50 Cent Got Chain Jacked On African Stage

May 05, 2008 By: refrieds Category: music No Comments →

50 Bulletproof 50 Cent survived being shot, but didn’t really trust his fans, so he wore a bulletproof vest on stage during his concerts.

One can assume it works. After all, 50 Cent hasn’t been shot at since wearing the vest.

But Fiddy should have learned from country singer Tim McGraw that getting a cap busted in your ass is the least of one’s worries when performing on stage.

Last year during a concert, a fan grabbed Tim’s family jewels right in front of wifey Faith Hill.

Later, after shaking hands with the crowd, McGraw got his wedding ring snatched.

50 Cent probably thought it was the work of hillbillies, and paid it no mind. 

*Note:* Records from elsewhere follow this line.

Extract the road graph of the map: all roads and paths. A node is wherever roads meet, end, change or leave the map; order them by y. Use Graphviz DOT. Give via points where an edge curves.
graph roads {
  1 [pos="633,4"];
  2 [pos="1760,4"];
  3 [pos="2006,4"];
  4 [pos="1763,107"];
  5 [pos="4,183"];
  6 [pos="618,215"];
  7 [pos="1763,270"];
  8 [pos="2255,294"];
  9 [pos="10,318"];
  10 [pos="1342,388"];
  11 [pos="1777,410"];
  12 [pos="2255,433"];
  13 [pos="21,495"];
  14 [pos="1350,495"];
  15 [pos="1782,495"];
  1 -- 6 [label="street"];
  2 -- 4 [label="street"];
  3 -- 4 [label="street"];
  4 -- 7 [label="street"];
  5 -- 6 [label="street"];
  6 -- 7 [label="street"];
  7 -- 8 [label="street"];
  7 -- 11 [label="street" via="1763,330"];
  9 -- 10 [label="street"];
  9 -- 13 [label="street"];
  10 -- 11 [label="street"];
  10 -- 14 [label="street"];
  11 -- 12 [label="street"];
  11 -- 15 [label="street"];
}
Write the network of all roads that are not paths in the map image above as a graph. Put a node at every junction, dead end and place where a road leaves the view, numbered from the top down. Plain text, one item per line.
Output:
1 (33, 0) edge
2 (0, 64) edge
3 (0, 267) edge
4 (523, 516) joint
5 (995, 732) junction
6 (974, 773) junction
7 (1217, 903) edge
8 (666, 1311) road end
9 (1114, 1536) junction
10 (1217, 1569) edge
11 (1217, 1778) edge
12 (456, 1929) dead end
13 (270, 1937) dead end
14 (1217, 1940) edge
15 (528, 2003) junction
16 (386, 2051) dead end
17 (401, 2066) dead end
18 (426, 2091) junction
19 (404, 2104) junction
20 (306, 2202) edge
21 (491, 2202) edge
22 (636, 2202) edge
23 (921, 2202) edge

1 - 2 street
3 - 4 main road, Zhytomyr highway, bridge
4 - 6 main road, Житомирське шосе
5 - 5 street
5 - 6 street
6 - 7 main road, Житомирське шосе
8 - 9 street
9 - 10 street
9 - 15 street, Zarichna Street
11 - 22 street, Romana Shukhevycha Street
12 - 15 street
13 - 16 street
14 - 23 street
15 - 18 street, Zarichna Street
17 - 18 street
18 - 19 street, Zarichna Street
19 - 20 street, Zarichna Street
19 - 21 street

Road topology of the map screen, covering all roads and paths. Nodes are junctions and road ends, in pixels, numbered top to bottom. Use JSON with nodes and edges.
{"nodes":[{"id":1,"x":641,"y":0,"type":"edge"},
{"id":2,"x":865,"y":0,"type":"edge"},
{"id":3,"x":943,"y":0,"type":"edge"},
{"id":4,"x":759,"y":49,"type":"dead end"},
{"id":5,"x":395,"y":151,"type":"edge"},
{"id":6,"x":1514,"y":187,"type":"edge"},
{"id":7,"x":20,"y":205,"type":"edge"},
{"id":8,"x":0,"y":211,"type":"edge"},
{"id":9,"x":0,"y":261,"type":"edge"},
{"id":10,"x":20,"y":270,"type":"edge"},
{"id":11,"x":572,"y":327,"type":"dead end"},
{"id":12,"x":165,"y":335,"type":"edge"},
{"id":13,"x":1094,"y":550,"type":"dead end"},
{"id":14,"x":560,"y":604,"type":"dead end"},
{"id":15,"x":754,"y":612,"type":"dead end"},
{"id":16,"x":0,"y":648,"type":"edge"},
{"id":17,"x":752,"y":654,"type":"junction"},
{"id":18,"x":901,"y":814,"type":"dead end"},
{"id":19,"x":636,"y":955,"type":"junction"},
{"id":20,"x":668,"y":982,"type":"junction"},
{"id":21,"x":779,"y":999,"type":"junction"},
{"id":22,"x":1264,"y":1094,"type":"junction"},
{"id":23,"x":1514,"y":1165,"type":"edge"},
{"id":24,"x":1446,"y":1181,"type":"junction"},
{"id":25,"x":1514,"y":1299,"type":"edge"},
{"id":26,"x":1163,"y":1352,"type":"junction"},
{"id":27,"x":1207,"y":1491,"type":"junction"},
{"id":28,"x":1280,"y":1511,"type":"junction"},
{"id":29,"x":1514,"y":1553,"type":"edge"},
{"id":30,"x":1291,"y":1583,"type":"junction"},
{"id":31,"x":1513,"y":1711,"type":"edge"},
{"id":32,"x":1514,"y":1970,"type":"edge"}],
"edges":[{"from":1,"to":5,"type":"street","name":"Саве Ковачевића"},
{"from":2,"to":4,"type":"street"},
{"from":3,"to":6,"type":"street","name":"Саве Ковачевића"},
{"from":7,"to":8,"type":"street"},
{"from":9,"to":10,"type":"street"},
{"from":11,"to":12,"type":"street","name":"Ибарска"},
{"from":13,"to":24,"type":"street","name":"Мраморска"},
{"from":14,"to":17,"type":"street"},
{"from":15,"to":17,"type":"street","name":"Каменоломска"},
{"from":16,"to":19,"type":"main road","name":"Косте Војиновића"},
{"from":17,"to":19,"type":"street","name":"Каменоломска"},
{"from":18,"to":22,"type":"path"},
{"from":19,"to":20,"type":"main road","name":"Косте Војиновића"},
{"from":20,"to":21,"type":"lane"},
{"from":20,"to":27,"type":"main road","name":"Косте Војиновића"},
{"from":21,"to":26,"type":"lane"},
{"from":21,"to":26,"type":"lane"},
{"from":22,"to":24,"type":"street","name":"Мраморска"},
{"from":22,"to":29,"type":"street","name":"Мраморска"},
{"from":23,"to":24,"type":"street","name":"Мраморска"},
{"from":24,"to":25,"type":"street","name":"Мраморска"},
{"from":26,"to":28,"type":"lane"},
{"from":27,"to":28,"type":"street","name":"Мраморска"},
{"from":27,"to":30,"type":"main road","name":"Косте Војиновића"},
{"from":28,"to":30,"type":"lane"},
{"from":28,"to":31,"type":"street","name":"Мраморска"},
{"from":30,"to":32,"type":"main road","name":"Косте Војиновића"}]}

After a concert in the African country Angola, 50 Cent received a harsh lesson about concert security when a thug snatched Fiddy’s chain off his chest ON STAGE:

50 Cent was supposed to be down with Brownsville’s M.O.P., so he should’ve heard their song Ante Up at least once:

Them thugs you know, ain’t friendly
Them jewels you rock, make em envy
You thinkin it’s all good, you creep through a small hood
Goons comin up outta cut for your goods and they all should
Ante Up! Yap that fool

Maybe 50 Cent, like girls who dance to misogynistic songs at the club, liked the beat so much, he didn’t pay attention to the words.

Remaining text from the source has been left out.